[[ INFORMATION SUPPLIED open ]]

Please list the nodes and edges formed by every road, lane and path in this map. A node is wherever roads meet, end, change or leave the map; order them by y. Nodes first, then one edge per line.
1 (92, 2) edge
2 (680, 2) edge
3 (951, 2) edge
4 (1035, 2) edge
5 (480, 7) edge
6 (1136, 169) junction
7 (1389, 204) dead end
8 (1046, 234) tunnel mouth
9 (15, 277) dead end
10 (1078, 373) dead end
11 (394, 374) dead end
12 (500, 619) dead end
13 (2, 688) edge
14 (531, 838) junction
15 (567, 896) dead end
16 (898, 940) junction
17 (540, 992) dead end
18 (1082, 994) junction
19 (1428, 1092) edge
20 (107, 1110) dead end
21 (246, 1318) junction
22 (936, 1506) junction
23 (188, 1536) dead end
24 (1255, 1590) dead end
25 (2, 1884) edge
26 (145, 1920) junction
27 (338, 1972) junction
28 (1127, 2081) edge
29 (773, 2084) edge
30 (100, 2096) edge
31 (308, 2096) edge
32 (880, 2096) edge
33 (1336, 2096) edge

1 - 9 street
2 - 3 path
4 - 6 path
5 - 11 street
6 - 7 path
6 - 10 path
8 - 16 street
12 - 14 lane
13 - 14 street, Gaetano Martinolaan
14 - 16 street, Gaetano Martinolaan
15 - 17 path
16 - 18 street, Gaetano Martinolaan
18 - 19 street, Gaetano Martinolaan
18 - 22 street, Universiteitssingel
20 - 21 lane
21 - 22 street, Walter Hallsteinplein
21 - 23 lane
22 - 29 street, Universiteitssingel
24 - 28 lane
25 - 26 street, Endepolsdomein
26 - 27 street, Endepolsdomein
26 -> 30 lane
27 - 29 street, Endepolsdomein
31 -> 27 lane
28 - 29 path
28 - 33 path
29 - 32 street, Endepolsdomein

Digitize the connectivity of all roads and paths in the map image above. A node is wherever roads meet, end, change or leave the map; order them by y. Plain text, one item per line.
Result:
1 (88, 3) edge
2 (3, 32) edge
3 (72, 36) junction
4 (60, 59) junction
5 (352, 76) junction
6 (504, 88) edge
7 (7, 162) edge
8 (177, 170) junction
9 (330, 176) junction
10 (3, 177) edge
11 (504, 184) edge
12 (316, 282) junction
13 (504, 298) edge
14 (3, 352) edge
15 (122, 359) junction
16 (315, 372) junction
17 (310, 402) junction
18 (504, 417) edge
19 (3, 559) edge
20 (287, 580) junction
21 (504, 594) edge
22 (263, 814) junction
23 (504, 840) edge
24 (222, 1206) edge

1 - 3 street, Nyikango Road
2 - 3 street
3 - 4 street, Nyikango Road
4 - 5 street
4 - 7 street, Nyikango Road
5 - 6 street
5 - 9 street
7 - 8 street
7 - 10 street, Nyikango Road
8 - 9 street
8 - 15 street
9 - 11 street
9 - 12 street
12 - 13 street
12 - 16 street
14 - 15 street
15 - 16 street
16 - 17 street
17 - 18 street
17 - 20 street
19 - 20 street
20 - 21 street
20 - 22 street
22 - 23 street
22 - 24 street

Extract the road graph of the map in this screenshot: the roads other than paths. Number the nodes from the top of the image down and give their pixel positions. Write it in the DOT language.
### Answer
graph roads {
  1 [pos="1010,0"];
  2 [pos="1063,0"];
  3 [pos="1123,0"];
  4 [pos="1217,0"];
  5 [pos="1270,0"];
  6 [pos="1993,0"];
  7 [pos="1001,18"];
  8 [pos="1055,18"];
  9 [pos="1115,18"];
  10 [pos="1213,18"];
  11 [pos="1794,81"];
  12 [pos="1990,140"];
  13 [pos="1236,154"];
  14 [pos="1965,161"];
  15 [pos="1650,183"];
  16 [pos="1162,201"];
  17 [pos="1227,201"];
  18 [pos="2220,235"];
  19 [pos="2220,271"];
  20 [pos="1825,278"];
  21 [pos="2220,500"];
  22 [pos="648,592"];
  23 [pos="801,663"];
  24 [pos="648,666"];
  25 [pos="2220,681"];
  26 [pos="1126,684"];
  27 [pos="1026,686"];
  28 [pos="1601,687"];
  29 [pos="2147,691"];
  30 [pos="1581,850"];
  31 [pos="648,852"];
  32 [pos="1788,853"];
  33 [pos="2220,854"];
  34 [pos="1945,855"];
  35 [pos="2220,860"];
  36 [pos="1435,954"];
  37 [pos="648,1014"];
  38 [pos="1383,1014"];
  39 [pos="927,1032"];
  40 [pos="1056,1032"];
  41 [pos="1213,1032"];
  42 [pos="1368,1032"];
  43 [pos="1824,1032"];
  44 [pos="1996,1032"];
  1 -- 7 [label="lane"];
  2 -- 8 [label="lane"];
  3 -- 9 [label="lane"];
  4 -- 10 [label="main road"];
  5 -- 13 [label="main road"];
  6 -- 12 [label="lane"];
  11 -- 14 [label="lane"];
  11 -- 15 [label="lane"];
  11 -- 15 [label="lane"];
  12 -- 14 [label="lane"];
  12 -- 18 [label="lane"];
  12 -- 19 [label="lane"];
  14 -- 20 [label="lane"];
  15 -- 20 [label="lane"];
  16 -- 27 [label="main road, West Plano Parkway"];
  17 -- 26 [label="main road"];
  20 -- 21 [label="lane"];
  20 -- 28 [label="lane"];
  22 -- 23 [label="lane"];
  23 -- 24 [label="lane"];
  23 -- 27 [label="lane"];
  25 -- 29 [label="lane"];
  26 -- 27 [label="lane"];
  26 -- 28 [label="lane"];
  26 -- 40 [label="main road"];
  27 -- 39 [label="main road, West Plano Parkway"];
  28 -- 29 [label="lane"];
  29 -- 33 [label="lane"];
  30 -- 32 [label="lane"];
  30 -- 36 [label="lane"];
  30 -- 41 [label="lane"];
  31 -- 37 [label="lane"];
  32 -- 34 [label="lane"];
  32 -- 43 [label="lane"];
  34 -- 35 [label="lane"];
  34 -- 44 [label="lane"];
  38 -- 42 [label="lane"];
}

[[ INFORMATION SUPPLIED closed ]]

### TASK TO CARRY OUT
Print, exactly as written, the first line of the records above and each line after it until the line with "Digitize the connectivity", which is printed too.

### REPLY TO THE TASK
Please list the nodes and edges formed by every road, lane and path in this map. A node is wherever roads meet, end, change or leave the map; order them by y. Nodes first, then one edge per line.
1 (92, 2) edge
2 (680, 2) edge
3 (951, 2) edge
4 (1035, 2) edge
5 (480, 7) edge
6 (1136, 169) junction
7 (1389, 204) dead end
8 (1046, 234) tunnel mouth
9 (15, 277) dead end
10 (1078, 373) dead end
11 (394, 374) dead end
12 (500, 619) dead end
13 (2, 688) edge
14 (531, 838) junction
15 (567, 896) dead end
16 (898, 940) junction
17 (540, 992) dead end
18 (1082, 994) junction
19 (1428, 1092) edge
20 (107, 1110) dead end
21 (246, 1318) junction
22 (936, 1506) junction
23 (188, 1536) dead end
24 (1255, 1590) dead end
25 (2, 1884) edge
26 (145, 1920) junction
27 (338, 1972) junction
28 (1127, 2081) edge
29 (773, 2084) edge
30 (100, 2096) edge
31 (308, 2096) edge
32 (880, 2096) edge
33 (1336, 2096) edge

1 - 9 street
2 - 3 path
4 - 6 path
5 - 11 street
6 - 7 path
6 - 10 path
8 - 16 street
12 - 14 lane
13 - 14 street, Gaetano Martinolaan
14 - 16 street, Gaetano Martinolaan
15 - 17 path
16 - 18 street, Gaetano Martinolaan
18 - 19 street, Gaetano Martinolaan
18 - 22 street, Universiteitssingel
20 - 21 lane
21 - 22 street, Walter Hallsteinplein
21 - 23 lane
22 - 29 street, Universiteitssingel
24 - 28 lane
25 - 26 street, Endepolsdomein
26 - 27 street, Endepolsdomein
26 -> 30 lane
27 - 29 street, Endepolsdomein
31 -> 27 lane
28 - 29 path
28 - 33 path
29 - 32 street, Endepolsdomein

Digitize the connectivity of all roads and paths in the map image above. A node is wherever roads meet, end, change or leave the map; order them by y. Plain text, one item per line.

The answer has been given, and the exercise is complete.